Australia women's tour of the United States has been scrapped because of a dispute over pay and conditions.
The Matildas want their annual 21,000 Australian dollars (£9,634) salary increased to A$40,000 (£18,339).
The move is part of a dispute over pay and conditions for the men's and women's game.
Football Federation Australia (FFA) said the union representing the players had made "extraordinary demands" which meant the tour could not take place.
More than 60,000 tickets had been sold for the two matches against world champions the USA, in Detroit and Birmingham, Alabama on 17 and 20 September.

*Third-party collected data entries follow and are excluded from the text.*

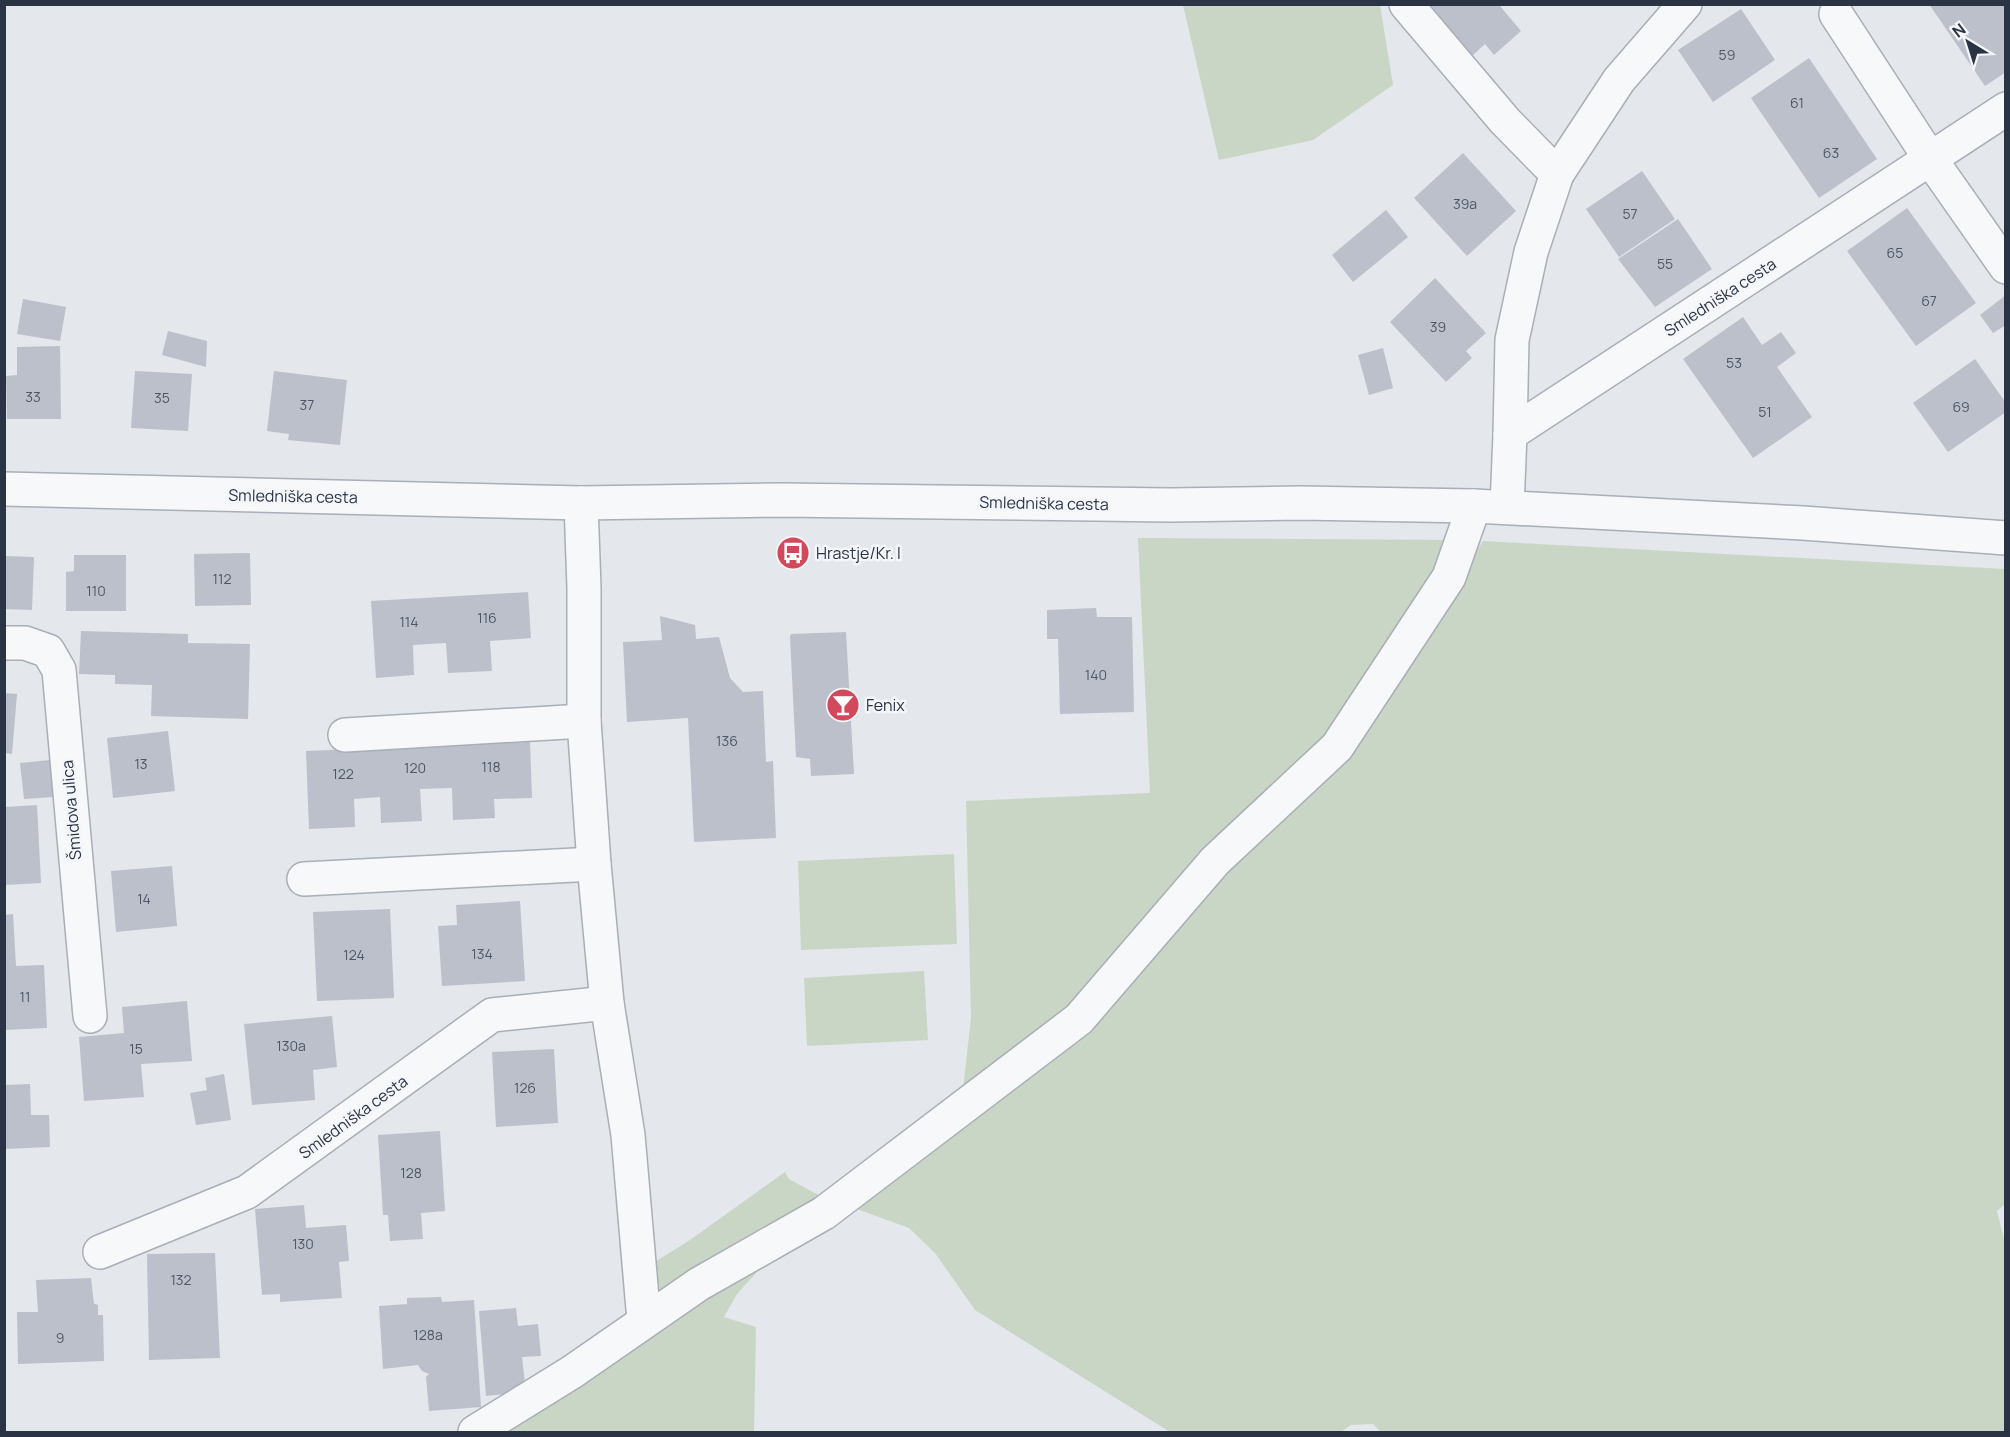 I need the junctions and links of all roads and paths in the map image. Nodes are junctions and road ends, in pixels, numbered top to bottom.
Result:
1 (1406, 4) edge
2 (1685, 4) edge
3 (1836, 14) dead end
4 (2006, 109) edge
5 (1931, 160) junction
6 (1557, 174) junction
7 (2006, 267) edge
8 (1510, 434) junction
9 (4, 489) edge
10 (581, 502) junction
11 (1474, 506) junction
12 (1507, 507) junction
13 (2006, 538) edge
14 (4, 643) edge
15 (584, 721) junction
16 (345, 735) dead end
17 (594, 864) junction
18 (304, 879) dead end
19 (607, 1003) junction
20 (90, 1016) dead end
21 (100, 1252) dead end
22 (644, 1321) junction
23 (475, 1432) edge

1 - 6 street
2 - 6 street
3 - 5 street
4 - 5 street, Smledniška cesta
5 - 7 street
5 - 8 street, Smledniška cesta
6 - 8 street
8 - 12 street
9 - 10 street, Smledniška cesta
10 - 11 street, Smledniška cesta
10 - 15 street
11 - 12 street, Smledniška cesta
11 - 22 street
12 - 13 street, Smledniška cesta
14 - 20 street, Šmidova ulica
15 - 16 street
15 - 17 street
17 - 18 street
17 - 19 street
19 - 21 street, Smledniška cesta
19 - 22 street
22 - 23 street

The tour had been in doubt when the squad pulled out of a training camp. Australia goalkeeper Lydia Williams stated that the decision to withdraw had been "extremely difficult", but necessary to make FFA take their claims seriously.

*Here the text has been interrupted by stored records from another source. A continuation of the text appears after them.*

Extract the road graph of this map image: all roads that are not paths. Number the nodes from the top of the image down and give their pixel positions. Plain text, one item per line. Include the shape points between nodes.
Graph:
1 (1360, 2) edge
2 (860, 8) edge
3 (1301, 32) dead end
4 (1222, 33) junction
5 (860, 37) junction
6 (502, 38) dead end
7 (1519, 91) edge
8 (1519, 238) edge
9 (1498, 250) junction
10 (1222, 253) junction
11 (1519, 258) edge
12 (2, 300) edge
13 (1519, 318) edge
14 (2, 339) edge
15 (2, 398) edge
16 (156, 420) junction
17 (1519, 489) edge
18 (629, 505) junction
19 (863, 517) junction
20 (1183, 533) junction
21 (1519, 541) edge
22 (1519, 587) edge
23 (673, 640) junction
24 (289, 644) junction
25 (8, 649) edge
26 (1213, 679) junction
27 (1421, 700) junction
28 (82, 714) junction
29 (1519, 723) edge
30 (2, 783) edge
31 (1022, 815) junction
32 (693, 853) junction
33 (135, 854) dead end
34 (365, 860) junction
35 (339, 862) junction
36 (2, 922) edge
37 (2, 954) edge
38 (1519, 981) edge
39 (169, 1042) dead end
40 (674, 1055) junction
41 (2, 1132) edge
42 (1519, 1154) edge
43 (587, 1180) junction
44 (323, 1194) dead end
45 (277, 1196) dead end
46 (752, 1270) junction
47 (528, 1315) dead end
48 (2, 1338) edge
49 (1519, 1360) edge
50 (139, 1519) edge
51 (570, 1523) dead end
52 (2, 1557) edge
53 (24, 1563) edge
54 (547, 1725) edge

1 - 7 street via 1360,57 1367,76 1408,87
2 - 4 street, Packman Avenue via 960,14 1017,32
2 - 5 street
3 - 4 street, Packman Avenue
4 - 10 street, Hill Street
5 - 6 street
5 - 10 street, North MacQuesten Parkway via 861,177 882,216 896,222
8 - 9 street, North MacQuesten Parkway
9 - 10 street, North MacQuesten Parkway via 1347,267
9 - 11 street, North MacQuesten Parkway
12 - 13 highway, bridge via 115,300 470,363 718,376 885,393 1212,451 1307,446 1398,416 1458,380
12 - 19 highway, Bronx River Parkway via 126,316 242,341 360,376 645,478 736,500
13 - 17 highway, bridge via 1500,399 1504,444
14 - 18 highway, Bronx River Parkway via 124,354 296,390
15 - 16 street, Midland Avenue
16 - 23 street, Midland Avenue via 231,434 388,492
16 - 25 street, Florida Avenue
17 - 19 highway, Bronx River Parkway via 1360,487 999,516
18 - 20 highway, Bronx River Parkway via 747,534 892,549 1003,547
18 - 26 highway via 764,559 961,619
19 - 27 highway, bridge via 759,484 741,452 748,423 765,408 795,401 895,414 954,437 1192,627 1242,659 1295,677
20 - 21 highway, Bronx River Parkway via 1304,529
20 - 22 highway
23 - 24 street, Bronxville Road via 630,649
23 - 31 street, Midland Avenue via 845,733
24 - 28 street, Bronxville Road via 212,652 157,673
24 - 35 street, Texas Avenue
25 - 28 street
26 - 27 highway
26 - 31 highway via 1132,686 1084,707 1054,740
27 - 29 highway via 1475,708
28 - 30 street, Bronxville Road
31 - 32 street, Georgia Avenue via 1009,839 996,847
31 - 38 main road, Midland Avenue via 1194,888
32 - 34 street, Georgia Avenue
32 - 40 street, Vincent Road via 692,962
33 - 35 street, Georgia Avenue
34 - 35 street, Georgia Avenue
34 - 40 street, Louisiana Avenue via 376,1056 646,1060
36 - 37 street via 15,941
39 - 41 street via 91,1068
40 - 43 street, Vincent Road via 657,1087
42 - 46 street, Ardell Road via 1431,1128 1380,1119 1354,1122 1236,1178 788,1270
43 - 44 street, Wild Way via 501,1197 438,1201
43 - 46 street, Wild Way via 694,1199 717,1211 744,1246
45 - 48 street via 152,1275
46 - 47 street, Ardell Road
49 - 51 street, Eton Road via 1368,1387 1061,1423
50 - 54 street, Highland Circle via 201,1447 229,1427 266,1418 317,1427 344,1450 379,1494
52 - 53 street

The previous Collective Bargaining Agreement expired on 30 June and there has since been a bitter public relations war with no new deal reached so far, meaning that the women's squad have not been paid in two months.
Last week, the men's team boycotted commercial appearances in Perth in the run-up to their World Cup qualifier against Bangladesh.
Gallop said the wage increases that players union Professional Footballers Australia (PFA) was demanding for the Socceroos, men's A-League players and the Matildas could not be met. He claimed that the FFA had offered an interim deal to the players' union.
"This (A-League) is a competition in which the clubs lost a collective A$17m last season," Gallop said.
"What we have today is an extraordinary situation in which the two male playing groups in the Socceroos and A-League continue to be paid by FFA and A-League clubs, but the female players aren't being paid. This could have been fixed today if the PFA had accepted the interim deal."